_RECORDS FOR PROCESSING_.
◇ ◇ ◇ ◇ ◇

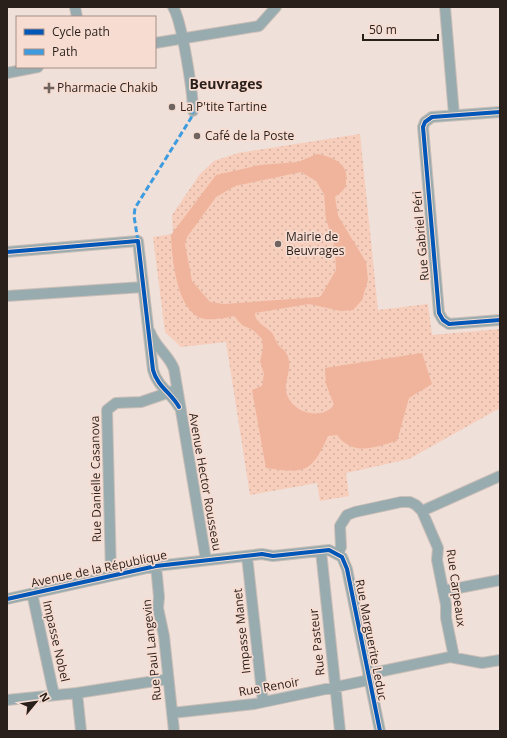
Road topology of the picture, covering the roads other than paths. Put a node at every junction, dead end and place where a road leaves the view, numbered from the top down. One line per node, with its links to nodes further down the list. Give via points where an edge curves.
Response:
1 (174, 7): 4 (street)
2 (276, 7): 4 (street, via 262,24 252,28)
3 (445, 7): 10 (street)
4 (182, 38): 5 (street); 8 (street)
5 (156, 43)
6 (33, 68): 7 (street)
7 (7, 73)
8 (193, 111)
9 (500, 112): 10 (street)
10 (454, 115): 14 (street, Rue Gabriel Péri, via 429,118 423,127 438,310 443,320 449,324)
11 (7, 252): 12 (street, Avenue Hector Rousseau, via 138,241)
12 (143, 287): 13 (street); 15 (street, Avenue Hector Rousseau)
13 (7, 296)
14 (500, 320)
15 (148, 327): 16 (street, Avenue Hector Rousseau, via 154,340 171,362); 17 (street, Avenue Hector Rousseau, via 154,374)
16 (177, 387): 17 (street, Rue Danielle Casanova); 18 (street, Avenue Hector Rousseau)
17 (168, 393): 18 (street, Avenue Hector Rousseau); 26 (street, Rue Danielle Casanova, via 141,402 116,403 107,410)
18 (179, 407): 24 (street, Avenue Hector Rousseau)
19 (500, 476): 20 (street)
20 (422, 511): 22 (street, via 416,505 405,502 350,513 340,526); 28 (street, Rue Carpeaux, via 438,548)
21 (321, 551): 22 (street, Avenue de la République, via 329,550); 23 (street, Avenue de la République); 35 (street, Rue Pasteur)
22 (338, 554): 33 (street, Rue Marguerite Leduc, via 347,569)
23 (247, 556): 24 (street, Avenue de la République); 39 (street, Impasse Manet)
24 (206, 560): 25 (street, Avenue de la République)
25 (156, 566): 26 (street, Avenue de la République); 34 (street, Rue Paul Langevin, via 158,608 164,636)
26 (110, 575): 29 (street, Avenue de la République)
27 (500, 580): 28 (street)
28 (443, 592): 31 (street, Rue Carpeaux)
29 (32, 593): 30 (street, Avenue de la République); 37 (street, Impasse Nobel)
30 (7, 599)
31 (454, 657): 32 (street, via 482,663); 33 (street, Rue Renoir)
32 (500, 660)
33 (369, 677): 35 (street, Rue Renoir); 44 (street, Rue Marguerite Leduc)
34 (168, 679): 36 (street); 40 (street, Rue Paul Langevin)
35 (335, 687): 39 (street, Rue Renoir); 43 (street, Rue Pasteur)
36 (77, 693): 37 (street); 41 (street)
37 (54, 695): 38 (street)
38 (7, 700)
39 (263, 702): 40 (street, Rue Renoir)
40 (172, 713): 42 (street, Rue Paul Langevin)
41 (81, 731)
42 (174, 731)
43 (340, 731)
44 (380, 731)

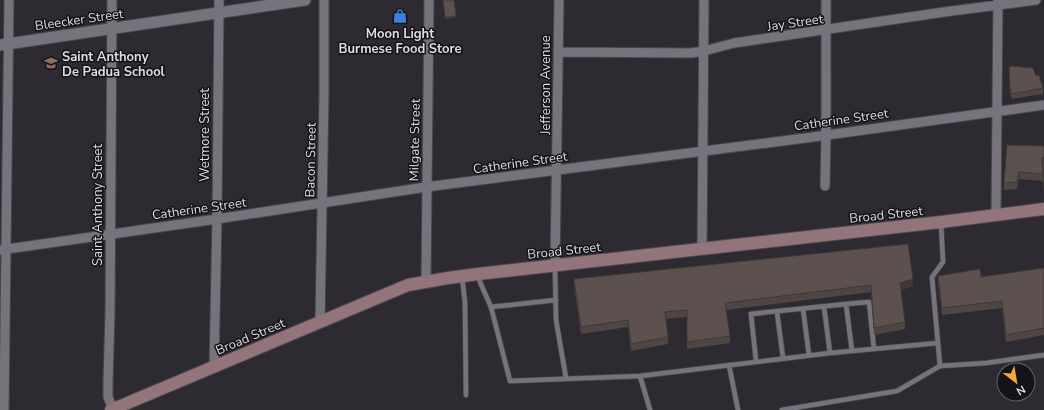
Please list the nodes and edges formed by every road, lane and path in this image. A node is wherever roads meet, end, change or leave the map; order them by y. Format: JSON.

◇ ◇ ◇ ◇ ◇

_TASK TO COMPLETE_.
The listing above is to be retyped word for word, with the pictures omitted.

_SOLUTION FOR THIS EXERCISE_.
Road topology of the picture, covering the roads other than paths. Put a node at every junction, dead end and place where a road leaves the view, numbered from the top down. One line per node, with its links to nodes further down the list. Give via points where an edge curves.
Response:
1 (174, 7): 4 (street)
2 (276, 7): 4 (street, via 262,24 252,28)
3 (445, 7): 10 (street)
4 (182, 38): 5 (street); 8 (street)
5 (156, 43)
6 (33, 68): 7 (street)
7 (7, 73)
8 (193, 111)
9 (500, 112): 10 (street)
10 (454, 115): 14 (street, Rue Gabriel Péri, via 429,118 423,127 438,310 443,320 449,324)
11 (7, 252): 12 (street, Avenue Hector Rousseau, via 138,241)
12 (143, 287): 13 (street); 15 (street, Avenue Hector Rousseau)
13 (7, 296)
14 (500, 320)
15 (148, 327): 16 (street, Avenue Hector Rousseau, via 154,340 171,362); 17 (street, Avenue Hector Rousseau, via 154,374)
16 (177, 387): 17 (street, Rue Danielle Casanova); 18 (street, Avenue Hector Rousseau)
17 (168, 393): 18 (street, Avenue Hector Rousseau); 26 (street, Rue Danielle Casanova, via 141,402 116,403 107,410)
18 (179, 407): 24 (street, Avenue Hector Rousseau)
19 (500, 476): 20 (street)
20 (422, 511): 22 (street, via 416,505 405,502 350,513 340,526); 28 (street, Rue Carpeaux, via 438,548)
21 (321, 551): 22 (street, Avenue de la République, via 329,550); 23 (street, Avenue de la République); 35 (street, Rue Pasteur)
22 (338, 554): 33 (street, Rue Marguerite Leduc, via 347,569)
23 (247, 556): 24 (street, Avenue de la République); 39 (street, Impasse Manet)
24 (206, 560): 25 (street, Avenue de la République)
25 (156, 566): 26 (street, Avenue de la République); 34 (street, Rue Paul Langevin, via 158,608 164,636)
26 (110, 575): 29 (street, Avenue de la République)
27 (500, 580): 28 (street)
28 (443, 592): 31 (street, Rue Carpeaux)
29 (32, 593): 30 (street, Avenue de la République); 37 (street, Impasse Nobel)
30 (7, 599)
31 (454, 657): 32 (street, via 482,663); 33 (street, Rue Renoir)
32 (500, 660)
33 (369, 677): 35 (street, Rue Renoir); 44 (street, Rue Marguerite Leduc)
34 (168, 679): 36 (street); 40 (street, Rue Paul Langevin)
35 (335, 687): 39 (street, Rue Renoir); 43 (street, Rue Pasteur)
36 (77, 693): 37 (street); 41 (street)
37 (54, 695): 38 (street)
38 (7, 700)
39 (263, 702): 40 (street, Rue Renoir)
40 (172, 713): 42 (street, Rue Paul Langevin)
41 (81, 731)
42 (174, 731)
43 (340, 731)
44 (380, 731)

Please list the nodes and edges formed by every road, lane and path in this image. A node is wherever roads meet, end, change or leave the map; order them by y. Format: JSON.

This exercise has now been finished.